Poussé à l’extrême, j’ai vu des banques obligées de calculer le risque de pertes annuelles une fois tous les mille ans, les pertes annuelles dites de 99,9%. Cependant, le fait que nous puissions obtenir de tels chiffres ne signifie pas que les chiffres signifient quelque chose. Le problème est que nous ne pouvons pas backtester à des fréquences aussi extrêmes. Des arguments similaires s’appliquent à de nombreux autres calculs tels que le déficit attendu ou la valeur à risque de queue. La vérification, dans notre cas le backtesting, est fondamentale pour le processus scientifique. Ni les modèles à 99,9%, ni la plupart des modèles de valeur à risque de queue ne peuvent être soumis à un contre-test et ne peuvent donc pas être considérés comme scientifiques.
Des chiffres exigeants
Nous constatons cependant une demande croissante des superviseurs pour le calcul exact de ces chiffres en réponse à la crise. Bien sûr, la motivation sous-jacente est l’objectif valable d’essayer de quantifier la stabilité financière et le risque systémique. Cependant, l’exploitation des modèles internes des banques à cette fin n’est pas la bonne façon de procéder. Les modèles internes n’ont pas été conçus dans cet esprit et effectuer ce calcul est un fardeau pour les ressources de gestion des risques des banques. C’est la sortie paresseuse. Si nous ne comprenons pas comment fonctionne le système, la génération de nombres peut nous rassurer. Mais les chiffres n’impliquent pas la compréhension.

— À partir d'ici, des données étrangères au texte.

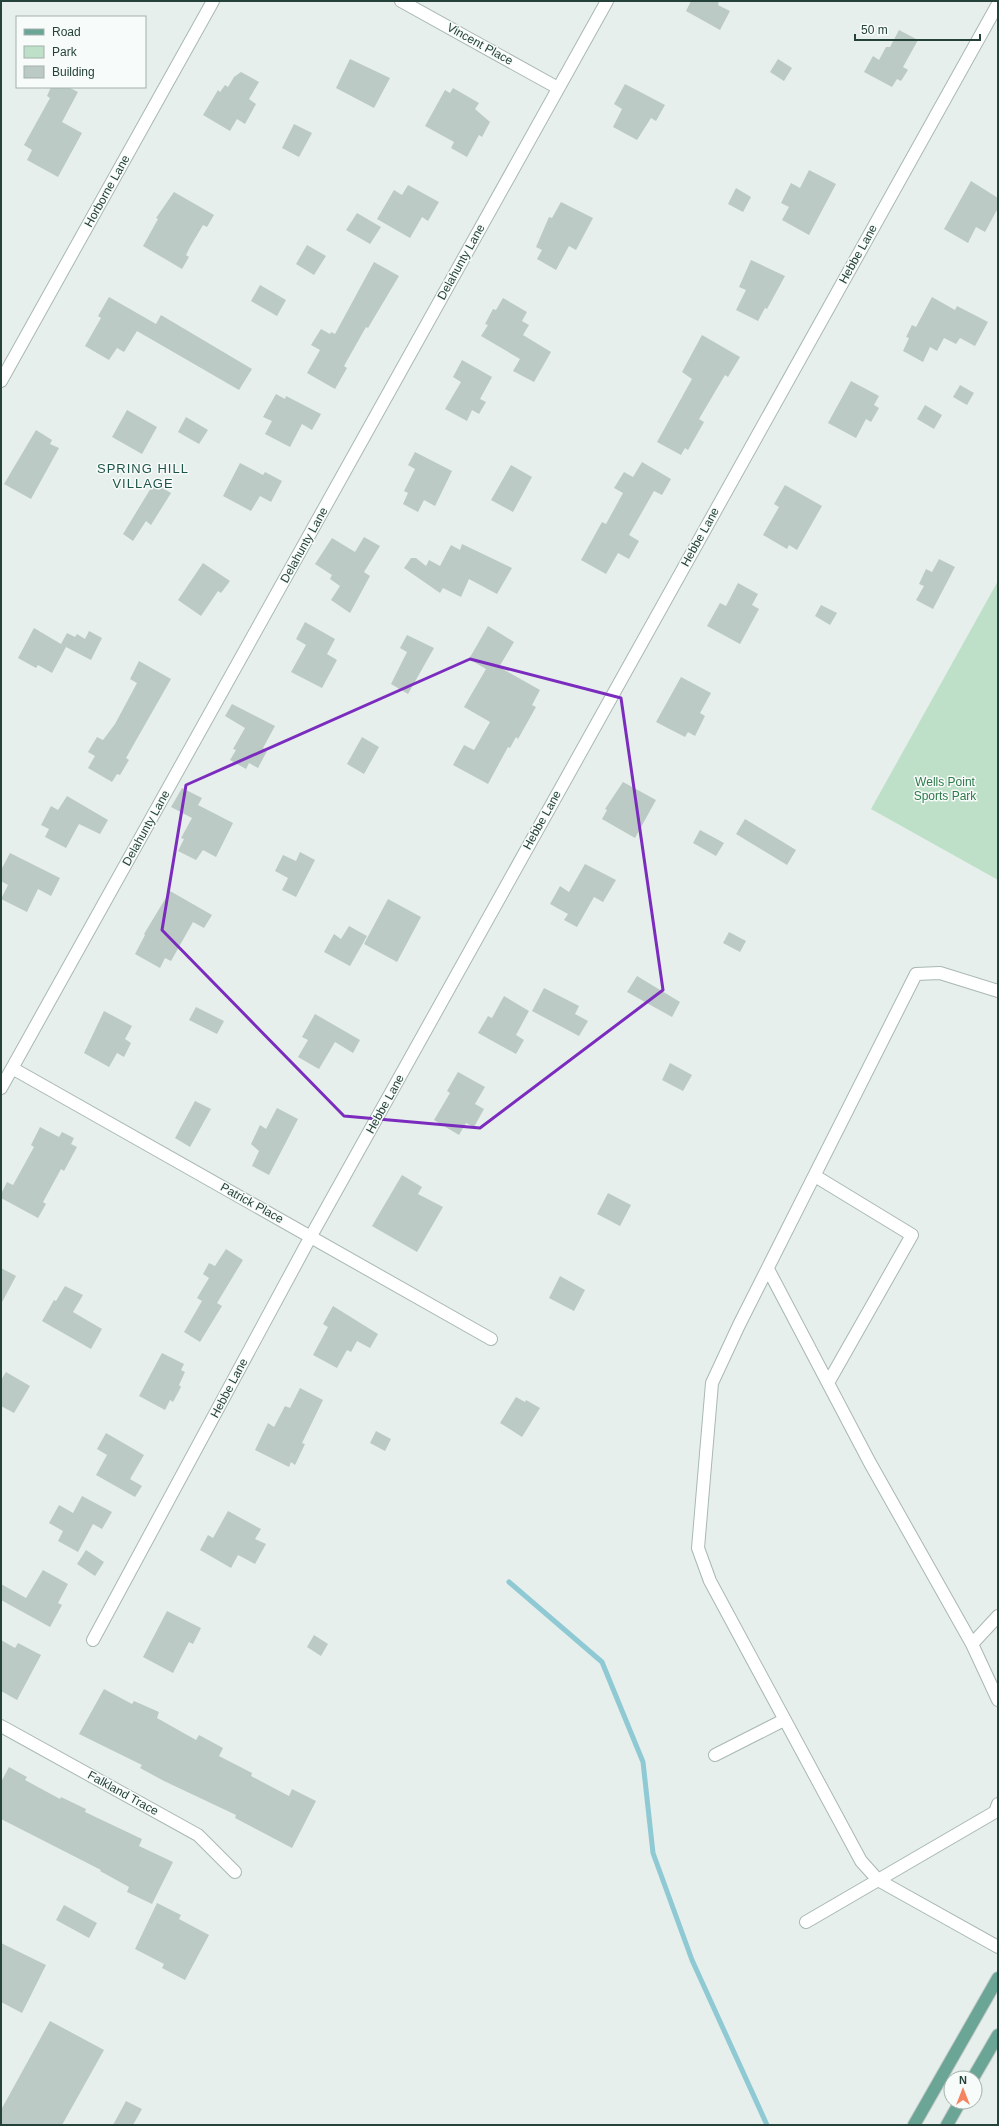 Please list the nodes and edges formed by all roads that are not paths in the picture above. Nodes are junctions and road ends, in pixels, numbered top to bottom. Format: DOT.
graph roads {
  1 [pos="213,1"];
  2 [pos="401,1"];
  3 [pos="607,1"];
  4 [pos="998,4"];
  5 [pos="558,88"];
  6 [pos="1,381"];
  7 [pos="998,991"];
  8 [pos="12,1068"];
  9 [pos="1,1088"];
  10 [pos="814,1176"];
  11 [pos="311,1236"];
  12 [pos="768,1269"];
  13 [pos="491,1339"];
  14 [pos="828,1383"];
  15 [pos="998,1616"];
  16 [pos="93,1640"];
  17 [pos="972,1644"];
  18 [pos="998,1700"];
  19 [pos="784,1720"];
  20 [pos="1,1726"];
  21 [pos="715,1755"];
  22 [pos="998,1804"];
  23 [pos="235,1872"];
  24 [pos="878,1880"];
  25 [pos="806,1922"];
  26 [pos="998,1947"];
  27 [pos="998,1978"];
  28 [pos="998,2035"];
  29 [pos="978,2070"];
  30 [pos="955,2110"];
  31 [pos="914,2125"];
  32 [pos="946,2125"];
  1 -- 6 [label="street, Horborne Lane"];
  2 -- 5 [label="street, Vincent Place"];
  3 -- 5 [label="street, Delahunty Lane"];
  4 -- 11 [label="street, Hebbe Lane"];
  5 -- 8 [label="street, Delahunty Lane"];
  7 -- 10 [label="street"];
  8 -- 9 [label="street, Delahunty Lane"];
  8 -- 11 [label="street, Patrick Place"];
  10 -- 12 [label="street"];
  10 -- 14 [label="street"];
  11 -- 13 [label="street, Patrick Place"];
  11 -- 16 [label="street, Hebbe Lane"];
  12 -- 14 [label="street"];
  12 -- 19 [label="street"];
  14 -- 17 [label="street"];
  15 -- 17 [label="street"];
  17 -- 18 [label="street"];
  19 -- 21 [label="street"];
  19 -- 24 [label="street"];
  20 -- 23 [label="street, Falkland Trace"];
  22 -- 24 [label="street"];
  24 -- 25 [label="street"];
  24 -- 26 [label="street"];
  27 -- 31 [label="main road"];
  28 -- 29 [label="main road"];
  30 -- 32 [label="main road"];
} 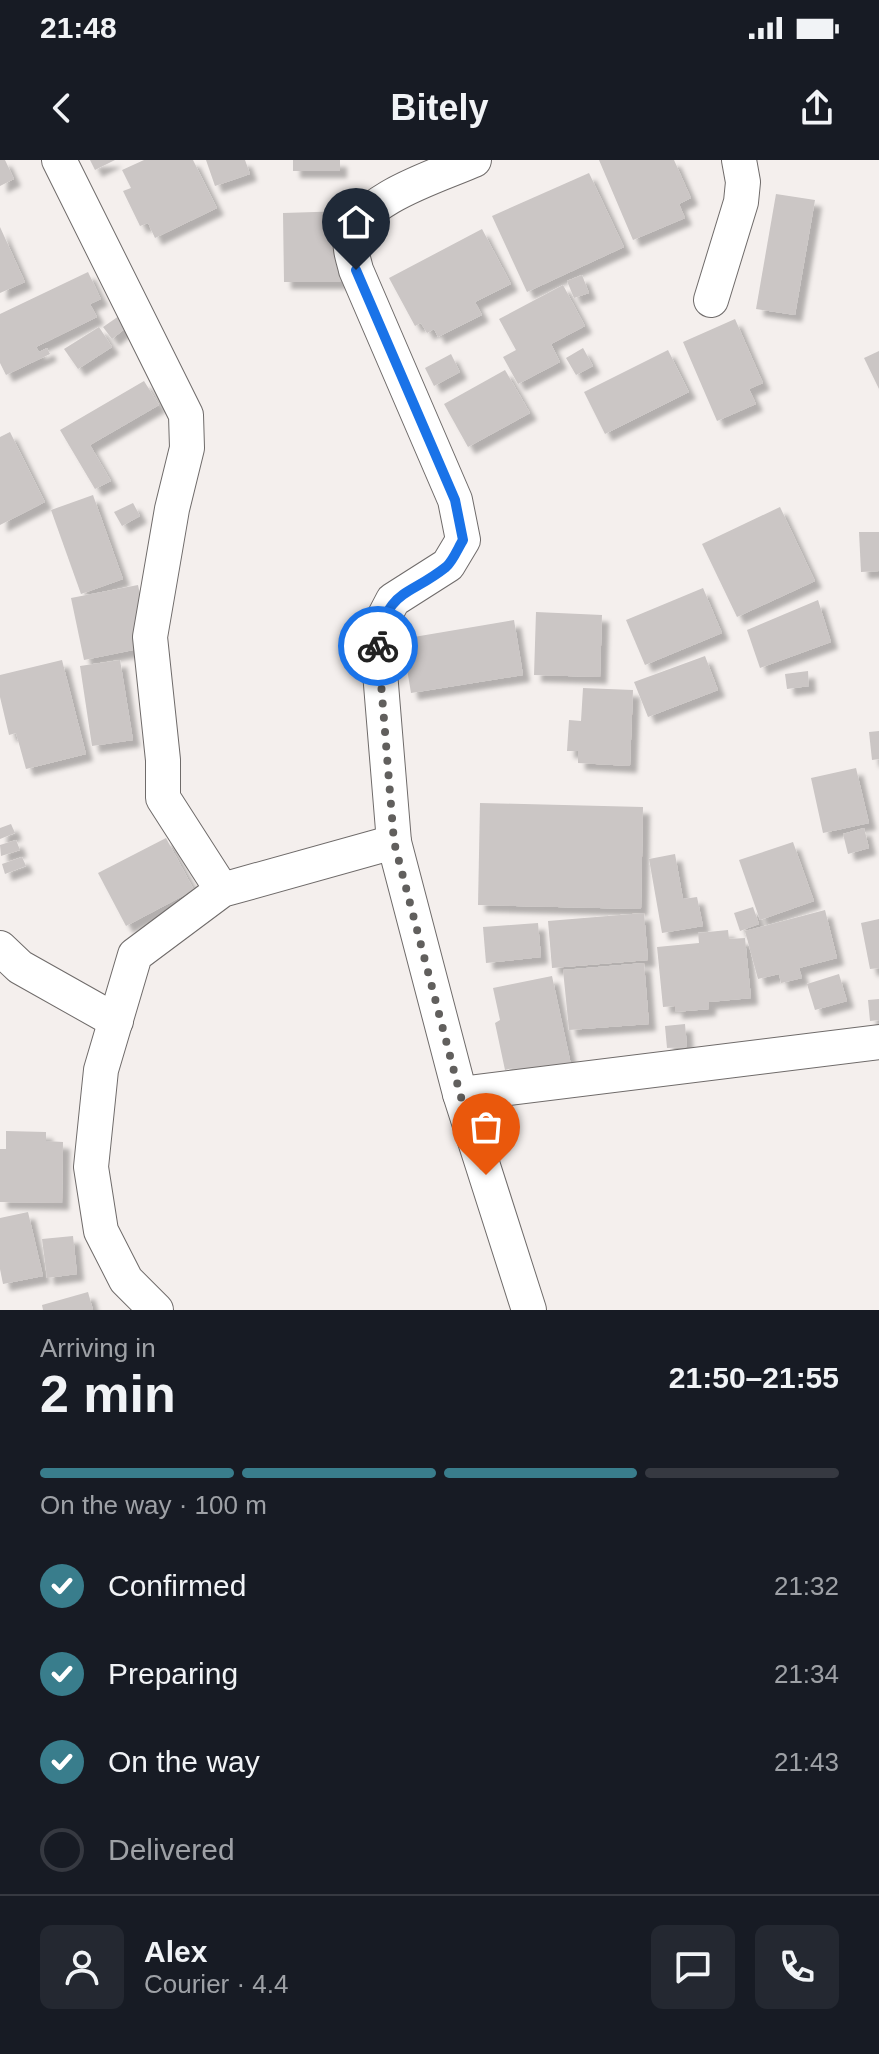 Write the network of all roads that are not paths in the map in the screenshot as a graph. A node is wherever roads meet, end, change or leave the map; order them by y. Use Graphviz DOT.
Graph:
graph roads {
  1 [pos="59,160"];
  2 [pos="474,160"];
  3 [pos="739,160"];
  4 [pos="711,300"];
  5 [pos="394,842"];
  6 [pos="222,890"];
  7 [pos="0,948"];
  8 [pos="116,1021"];
  9 [pos="879,1042"];
  10 [pos="460,1094"];
  11 [pos="156,1310"];
  12 [pos="529,1310"];
  1 -- 6 [label="street"];
  2 -- 5 [label="street"];
  3 -- 4 [label="street"];
  5 -- 6 [label="street"];
  5 -- 10 [label="street"];
  6 -- 8 [label="street"];
  7 -- 8 [label="street"];
  8 -- 11 [label="street"];
  9 -- 10 [label="street"];
  10 -- 12 [label="street"];
}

En effet, la crise actuelle a surpris tout le monde malgré tous les modèles sophistiqués, tous les stress tests et tous les chiffres. Je pense que la principale leçon à tirer de la crise est que les institutions financières qui maîtrisaient bien la gestion du risque de liquidité ont obtenu les meilleurs résultats. Ce sont la gestion et les processus internes qui importent – pas la qualité du modèle. En effet, le problème créé par les conduits ne peut pas être résolu par des modèles, mais le problème aurait pu être évité par une meilleure gestion et surtout une meilleure réglementation.
Avec ces faits de plus en plus compris, il est incompréhensible pour moi que les autorités de contrôle préconisent de plus en plus l’utilisation de modèles pour évaluer le risque des institutions individuelles et la stabilité financière. Si la tarification induite par les modèles a permis à la crise de se produire, qu’est-ce qui nous fait croire que les futurs modèles seront meilleurs?
Par conséquent, l’une des leçons les plus importantes de la crise a été l’exposition du manque de fiabilité des modèles et de l’importance de la gestion. L’opinion fréquemment exprimée par les superviseurs selon laquelle la solution à un problème comme la crise des subprimes est Bâle II n’est pas vraiment vraie. La raison en est que Bâle II est basé sur la modélisation. Ce qui manque, c’est que les autorités de surveillance et les banques centrales comprennent les produits échangés sur les marchés et aient une idée de l’ampleur, du potentiel de risque systémique et des interactions entre les institutions et le risque endogène, couplées à une volonté d’agir lorsque cela est nécessaire. Dans cette crise, le problème clé réside dans la supervision bancaire et la banque centrale, ainsi que dans les banques elles-mêmes.